The Parenthood points to media reports this week of ASX-listed childcare provider G8 increasing fees by 4.5 per cent as a dire warning of the unsustainable pressure in the early learning system and the strain it is placing on children, parents and educators.
Georgie Dent, Executive Director of The Parenthood, which represents 75,000 parents and carers nationally, said the early learning sector is at a crisis point with record staff shortages and vacancies, reduced capacity due to room and service closures related to Omicron and rapidly increasing fees.
“Australian parents already pay some of the most expensive out of pocket costs for childcare in the world so another 4.5% jump in fees when childcare costs have risen by 6.5% over the past year is utterly unaffordable,” Ms Dent, said. “Early learning services right around the country are under enormous pressure.

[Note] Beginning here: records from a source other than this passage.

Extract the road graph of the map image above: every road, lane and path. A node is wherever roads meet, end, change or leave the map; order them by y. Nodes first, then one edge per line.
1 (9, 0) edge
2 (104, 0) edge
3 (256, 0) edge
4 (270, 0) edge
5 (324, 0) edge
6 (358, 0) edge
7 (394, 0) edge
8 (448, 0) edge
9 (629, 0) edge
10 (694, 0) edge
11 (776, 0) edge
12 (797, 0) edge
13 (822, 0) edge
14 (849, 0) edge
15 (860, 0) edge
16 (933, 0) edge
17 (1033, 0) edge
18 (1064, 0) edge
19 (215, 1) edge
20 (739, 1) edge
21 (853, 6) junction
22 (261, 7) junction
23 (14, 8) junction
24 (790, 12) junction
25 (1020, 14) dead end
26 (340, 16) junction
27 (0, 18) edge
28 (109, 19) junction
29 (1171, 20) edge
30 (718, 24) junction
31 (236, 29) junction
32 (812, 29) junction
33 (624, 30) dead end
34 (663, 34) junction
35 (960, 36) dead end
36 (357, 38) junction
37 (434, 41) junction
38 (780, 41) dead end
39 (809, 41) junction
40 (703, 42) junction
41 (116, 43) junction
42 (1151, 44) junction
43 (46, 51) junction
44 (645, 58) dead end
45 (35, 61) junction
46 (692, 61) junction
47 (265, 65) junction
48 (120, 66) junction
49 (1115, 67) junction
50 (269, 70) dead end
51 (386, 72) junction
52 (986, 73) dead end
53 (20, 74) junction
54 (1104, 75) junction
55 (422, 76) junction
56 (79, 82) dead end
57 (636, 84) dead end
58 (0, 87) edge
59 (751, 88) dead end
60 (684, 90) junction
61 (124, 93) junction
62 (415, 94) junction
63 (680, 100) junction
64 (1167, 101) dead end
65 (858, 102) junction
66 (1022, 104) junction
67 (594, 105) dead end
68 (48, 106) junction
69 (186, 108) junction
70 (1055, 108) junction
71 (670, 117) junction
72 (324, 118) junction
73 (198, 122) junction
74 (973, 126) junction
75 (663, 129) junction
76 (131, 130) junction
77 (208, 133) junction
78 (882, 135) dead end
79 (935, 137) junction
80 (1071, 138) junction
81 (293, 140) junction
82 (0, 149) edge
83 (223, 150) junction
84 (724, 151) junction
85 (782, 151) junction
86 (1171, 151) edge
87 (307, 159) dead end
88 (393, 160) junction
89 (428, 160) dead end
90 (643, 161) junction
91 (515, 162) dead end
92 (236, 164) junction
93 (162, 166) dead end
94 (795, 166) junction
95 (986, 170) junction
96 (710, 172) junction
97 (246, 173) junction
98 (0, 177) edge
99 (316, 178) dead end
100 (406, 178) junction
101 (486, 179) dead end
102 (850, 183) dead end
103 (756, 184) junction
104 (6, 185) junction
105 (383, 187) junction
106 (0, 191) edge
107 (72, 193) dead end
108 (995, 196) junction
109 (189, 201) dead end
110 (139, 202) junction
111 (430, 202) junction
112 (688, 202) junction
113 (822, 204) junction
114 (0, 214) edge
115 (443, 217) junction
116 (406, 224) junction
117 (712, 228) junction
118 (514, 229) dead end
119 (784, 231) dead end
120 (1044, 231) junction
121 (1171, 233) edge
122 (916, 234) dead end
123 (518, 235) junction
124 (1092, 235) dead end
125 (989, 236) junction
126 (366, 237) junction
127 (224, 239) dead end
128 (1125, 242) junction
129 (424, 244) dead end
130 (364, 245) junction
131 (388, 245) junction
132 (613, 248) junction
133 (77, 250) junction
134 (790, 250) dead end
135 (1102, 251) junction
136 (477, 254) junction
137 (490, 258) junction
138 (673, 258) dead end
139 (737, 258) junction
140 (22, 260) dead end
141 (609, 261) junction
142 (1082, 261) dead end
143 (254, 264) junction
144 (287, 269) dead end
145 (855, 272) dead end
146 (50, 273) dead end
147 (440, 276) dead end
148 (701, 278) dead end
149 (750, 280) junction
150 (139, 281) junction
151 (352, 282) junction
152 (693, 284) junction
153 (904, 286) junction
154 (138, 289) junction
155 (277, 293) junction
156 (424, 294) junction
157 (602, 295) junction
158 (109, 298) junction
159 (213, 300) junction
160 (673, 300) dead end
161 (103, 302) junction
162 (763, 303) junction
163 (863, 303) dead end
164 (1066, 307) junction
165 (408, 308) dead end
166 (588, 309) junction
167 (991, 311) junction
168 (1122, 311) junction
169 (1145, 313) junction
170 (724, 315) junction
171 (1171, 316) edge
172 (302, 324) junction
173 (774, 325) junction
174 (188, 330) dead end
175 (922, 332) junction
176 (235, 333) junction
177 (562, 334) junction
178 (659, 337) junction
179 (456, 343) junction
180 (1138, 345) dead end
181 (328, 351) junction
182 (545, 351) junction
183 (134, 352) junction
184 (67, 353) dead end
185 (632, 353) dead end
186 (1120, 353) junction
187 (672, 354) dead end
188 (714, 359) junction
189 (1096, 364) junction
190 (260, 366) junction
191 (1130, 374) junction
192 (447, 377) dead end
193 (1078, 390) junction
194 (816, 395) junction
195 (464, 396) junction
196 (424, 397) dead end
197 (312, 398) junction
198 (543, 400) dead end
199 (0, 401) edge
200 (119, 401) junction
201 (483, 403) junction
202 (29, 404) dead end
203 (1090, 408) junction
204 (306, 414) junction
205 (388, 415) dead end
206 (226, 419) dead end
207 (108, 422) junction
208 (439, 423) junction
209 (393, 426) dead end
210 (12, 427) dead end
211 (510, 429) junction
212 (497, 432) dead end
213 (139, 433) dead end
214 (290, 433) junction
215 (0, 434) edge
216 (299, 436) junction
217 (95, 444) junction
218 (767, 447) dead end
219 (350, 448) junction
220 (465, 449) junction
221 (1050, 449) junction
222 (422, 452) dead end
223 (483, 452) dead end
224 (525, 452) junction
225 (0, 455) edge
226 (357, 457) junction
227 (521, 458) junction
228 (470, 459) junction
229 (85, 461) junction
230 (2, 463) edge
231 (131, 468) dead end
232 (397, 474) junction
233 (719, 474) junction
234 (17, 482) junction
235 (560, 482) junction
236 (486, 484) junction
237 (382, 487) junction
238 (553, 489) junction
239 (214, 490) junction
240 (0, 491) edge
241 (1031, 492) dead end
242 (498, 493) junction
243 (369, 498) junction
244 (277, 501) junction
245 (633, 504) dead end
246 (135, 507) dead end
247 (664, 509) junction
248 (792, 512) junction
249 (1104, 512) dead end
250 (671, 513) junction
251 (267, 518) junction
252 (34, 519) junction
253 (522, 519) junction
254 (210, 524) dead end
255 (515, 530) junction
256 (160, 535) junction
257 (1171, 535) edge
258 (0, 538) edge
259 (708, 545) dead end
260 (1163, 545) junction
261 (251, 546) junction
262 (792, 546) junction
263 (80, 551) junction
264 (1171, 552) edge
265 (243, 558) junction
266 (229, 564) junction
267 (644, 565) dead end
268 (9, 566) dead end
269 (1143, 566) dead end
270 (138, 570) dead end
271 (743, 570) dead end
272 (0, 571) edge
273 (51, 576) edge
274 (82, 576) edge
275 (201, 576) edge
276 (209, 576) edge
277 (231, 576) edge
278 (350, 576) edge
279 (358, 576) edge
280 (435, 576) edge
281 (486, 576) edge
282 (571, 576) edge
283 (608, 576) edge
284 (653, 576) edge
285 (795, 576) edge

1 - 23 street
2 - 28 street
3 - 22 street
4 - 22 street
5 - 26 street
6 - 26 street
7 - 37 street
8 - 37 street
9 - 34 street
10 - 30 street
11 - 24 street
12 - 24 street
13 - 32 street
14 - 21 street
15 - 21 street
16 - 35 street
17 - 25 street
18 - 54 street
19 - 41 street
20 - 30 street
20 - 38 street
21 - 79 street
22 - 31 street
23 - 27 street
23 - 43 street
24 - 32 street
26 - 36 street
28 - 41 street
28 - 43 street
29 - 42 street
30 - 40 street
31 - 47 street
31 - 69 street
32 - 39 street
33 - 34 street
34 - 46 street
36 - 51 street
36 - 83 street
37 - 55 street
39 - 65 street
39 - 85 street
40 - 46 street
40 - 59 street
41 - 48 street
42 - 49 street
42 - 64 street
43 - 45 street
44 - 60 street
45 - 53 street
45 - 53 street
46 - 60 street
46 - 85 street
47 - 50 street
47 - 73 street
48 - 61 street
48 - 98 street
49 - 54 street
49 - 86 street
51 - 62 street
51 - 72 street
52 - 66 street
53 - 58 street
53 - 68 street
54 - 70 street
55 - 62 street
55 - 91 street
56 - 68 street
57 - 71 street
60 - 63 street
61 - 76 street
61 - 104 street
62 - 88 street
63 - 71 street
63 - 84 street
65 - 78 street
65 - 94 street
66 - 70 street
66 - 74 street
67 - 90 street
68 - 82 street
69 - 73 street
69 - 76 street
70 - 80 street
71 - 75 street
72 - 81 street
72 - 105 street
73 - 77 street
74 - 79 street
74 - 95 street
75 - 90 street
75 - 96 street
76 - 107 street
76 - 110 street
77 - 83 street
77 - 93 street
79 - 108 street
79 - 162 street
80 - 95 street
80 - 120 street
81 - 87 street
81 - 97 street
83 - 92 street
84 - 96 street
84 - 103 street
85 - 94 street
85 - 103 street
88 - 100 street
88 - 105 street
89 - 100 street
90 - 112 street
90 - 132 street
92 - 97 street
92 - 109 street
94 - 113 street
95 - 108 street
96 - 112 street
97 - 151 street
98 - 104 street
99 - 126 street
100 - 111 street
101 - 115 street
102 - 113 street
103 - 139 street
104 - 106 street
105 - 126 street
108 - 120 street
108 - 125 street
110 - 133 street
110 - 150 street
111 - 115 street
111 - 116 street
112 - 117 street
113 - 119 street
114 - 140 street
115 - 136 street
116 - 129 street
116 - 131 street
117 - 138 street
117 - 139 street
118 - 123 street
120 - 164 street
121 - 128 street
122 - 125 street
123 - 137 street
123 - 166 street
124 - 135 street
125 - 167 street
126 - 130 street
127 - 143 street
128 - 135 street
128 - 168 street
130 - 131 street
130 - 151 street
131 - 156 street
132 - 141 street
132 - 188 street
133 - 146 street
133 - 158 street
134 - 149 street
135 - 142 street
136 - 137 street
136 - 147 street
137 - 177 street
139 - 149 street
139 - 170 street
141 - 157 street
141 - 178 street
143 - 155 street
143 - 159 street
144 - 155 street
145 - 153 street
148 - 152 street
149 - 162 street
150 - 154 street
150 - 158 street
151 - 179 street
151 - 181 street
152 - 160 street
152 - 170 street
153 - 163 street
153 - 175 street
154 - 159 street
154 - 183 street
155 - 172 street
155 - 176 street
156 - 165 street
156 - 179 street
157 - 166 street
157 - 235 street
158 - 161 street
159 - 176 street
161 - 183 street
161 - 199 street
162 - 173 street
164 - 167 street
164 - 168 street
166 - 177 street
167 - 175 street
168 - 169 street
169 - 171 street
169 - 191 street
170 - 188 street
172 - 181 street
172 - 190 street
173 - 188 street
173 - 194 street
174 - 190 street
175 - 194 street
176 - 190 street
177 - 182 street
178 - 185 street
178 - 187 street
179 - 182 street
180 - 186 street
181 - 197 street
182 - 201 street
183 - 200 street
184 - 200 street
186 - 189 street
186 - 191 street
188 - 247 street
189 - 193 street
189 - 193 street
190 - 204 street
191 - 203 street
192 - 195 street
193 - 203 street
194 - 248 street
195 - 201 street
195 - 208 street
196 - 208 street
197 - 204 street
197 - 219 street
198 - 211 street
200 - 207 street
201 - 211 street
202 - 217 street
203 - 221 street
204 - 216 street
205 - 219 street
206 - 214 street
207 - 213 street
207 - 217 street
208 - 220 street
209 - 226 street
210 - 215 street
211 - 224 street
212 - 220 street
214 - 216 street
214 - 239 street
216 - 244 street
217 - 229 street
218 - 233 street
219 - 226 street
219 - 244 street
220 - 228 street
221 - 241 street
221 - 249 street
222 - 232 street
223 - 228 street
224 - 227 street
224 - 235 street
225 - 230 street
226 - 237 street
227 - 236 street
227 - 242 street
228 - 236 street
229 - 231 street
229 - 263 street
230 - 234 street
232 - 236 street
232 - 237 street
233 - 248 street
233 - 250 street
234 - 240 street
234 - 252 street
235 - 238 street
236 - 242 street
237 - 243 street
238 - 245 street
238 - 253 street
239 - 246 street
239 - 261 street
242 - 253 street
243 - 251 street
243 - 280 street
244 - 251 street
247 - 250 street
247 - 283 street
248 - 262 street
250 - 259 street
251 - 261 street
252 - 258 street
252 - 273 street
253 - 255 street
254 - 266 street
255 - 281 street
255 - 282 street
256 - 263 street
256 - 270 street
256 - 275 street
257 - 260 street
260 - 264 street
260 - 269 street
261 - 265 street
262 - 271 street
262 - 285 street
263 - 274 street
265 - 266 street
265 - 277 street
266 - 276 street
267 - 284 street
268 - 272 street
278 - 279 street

“Educators and directors speak about the intense stress they’re under from this difficult start to the early learning year with ongoing workforce shortages and staff furloughed. The viability of services has been threatened over the past two years because of the various Covid waves and it’s not getting better,” Dent said.
“Parents are anxious about the ongoing disruption to early childhood education and care caused by Omicron and staffing shortages, and many are struggling with the rising costs,” she said.
“The Parenthood is calling for the Federal Government to provide the ECEC sector with an urgent financial survival package to support children and families, prevent the loss of early learning services, places and educator jobs.
“We want an 85 per cent subsidy guarantee to ensure educators can be paid, including those unable to work because of exposure and clear guidelines around isolation requirements.
“Government policies aimed at making early learning and childcare more affordable have also fallen short. Australian Bureau of Statistics figures show out of pocket early learning and care costs have risen 6.5% over the past year alone.
“Throw in fee increases of another 4.5% and it locks families in a vice of ever- increasing costs that strain household budgets and act as a brake on workforce participation by parents.
“Early learning and care will be a key issue for parents at the upcoming Federal election, but the system is straining and we cannot wait for reform.
“Australia must urgently invest in universal access to high quality, affordable and accessible early learning and care,” Ms Dent said.